• **Recorded information**
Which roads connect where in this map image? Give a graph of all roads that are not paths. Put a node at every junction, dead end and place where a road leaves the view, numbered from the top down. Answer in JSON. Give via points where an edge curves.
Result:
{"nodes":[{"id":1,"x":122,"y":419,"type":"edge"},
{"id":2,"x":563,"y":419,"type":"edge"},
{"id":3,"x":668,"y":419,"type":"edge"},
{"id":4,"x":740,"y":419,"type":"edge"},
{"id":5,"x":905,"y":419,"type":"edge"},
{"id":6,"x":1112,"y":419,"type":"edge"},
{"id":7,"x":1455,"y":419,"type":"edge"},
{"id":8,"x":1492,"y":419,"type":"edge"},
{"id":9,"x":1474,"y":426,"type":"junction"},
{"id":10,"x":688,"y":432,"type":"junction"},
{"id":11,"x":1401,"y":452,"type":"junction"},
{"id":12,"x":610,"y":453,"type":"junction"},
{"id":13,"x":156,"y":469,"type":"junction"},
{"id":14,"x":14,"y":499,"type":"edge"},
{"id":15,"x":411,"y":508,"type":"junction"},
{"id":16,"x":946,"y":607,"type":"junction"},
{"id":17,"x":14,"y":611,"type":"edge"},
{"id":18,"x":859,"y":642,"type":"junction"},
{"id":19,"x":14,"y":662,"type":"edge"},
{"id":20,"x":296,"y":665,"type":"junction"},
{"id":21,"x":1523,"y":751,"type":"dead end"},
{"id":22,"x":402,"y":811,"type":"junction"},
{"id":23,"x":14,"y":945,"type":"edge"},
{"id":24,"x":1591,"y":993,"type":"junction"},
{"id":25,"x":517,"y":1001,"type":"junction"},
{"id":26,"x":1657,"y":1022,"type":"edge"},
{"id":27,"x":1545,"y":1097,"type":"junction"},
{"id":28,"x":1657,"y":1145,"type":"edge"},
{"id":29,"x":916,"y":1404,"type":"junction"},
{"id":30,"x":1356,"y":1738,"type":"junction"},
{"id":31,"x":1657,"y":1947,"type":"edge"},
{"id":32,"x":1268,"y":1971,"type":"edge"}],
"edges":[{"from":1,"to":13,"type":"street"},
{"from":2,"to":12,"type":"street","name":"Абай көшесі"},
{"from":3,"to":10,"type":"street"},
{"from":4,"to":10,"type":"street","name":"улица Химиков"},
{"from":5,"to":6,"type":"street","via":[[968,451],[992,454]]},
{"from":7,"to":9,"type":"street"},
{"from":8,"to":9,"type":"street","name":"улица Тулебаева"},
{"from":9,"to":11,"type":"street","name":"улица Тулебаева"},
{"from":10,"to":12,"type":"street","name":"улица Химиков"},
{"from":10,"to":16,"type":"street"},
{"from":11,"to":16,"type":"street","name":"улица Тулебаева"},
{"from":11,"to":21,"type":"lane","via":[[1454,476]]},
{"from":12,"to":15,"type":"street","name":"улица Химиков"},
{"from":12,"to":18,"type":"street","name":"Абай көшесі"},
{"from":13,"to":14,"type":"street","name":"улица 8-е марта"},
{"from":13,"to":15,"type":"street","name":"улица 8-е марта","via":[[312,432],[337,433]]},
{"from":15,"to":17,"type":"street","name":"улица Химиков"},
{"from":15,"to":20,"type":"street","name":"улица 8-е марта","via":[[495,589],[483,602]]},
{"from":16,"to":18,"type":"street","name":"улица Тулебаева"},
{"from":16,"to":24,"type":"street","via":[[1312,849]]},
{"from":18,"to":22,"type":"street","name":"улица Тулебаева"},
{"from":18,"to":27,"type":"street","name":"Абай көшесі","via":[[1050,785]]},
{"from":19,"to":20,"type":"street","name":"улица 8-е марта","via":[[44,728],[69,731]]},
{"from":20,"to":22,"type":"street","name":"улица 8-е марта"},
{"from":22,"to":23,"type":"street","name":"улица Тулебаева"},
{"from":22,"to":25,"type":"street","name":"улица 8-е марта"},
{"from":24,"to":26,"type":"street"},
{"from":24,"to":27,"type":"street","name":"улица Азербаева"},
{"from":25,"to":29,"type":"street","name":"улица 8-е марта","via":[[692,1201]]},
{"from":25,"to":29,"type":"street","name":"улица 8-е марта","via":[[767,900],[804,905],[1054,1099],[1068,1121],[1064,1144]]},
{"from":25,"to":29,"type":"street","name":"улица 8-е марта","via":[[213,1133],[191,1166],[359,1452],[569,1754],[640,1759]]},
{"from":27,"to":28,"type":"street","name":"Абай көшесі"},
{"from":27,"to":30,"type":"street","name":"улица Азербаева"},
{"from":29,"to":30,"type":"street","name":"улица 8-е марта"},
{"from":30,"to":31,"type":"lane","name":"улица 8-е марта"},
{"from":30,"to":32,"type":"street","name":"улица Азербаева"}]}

* * *

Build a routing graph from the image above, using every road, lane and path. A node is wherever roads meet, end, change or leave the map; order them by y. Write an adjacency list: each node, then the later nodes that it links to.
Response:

• **Task directions**
I would like the number of lines in the material above that contain the string "roads", with no other words in the reply.

• **Response to the task**
2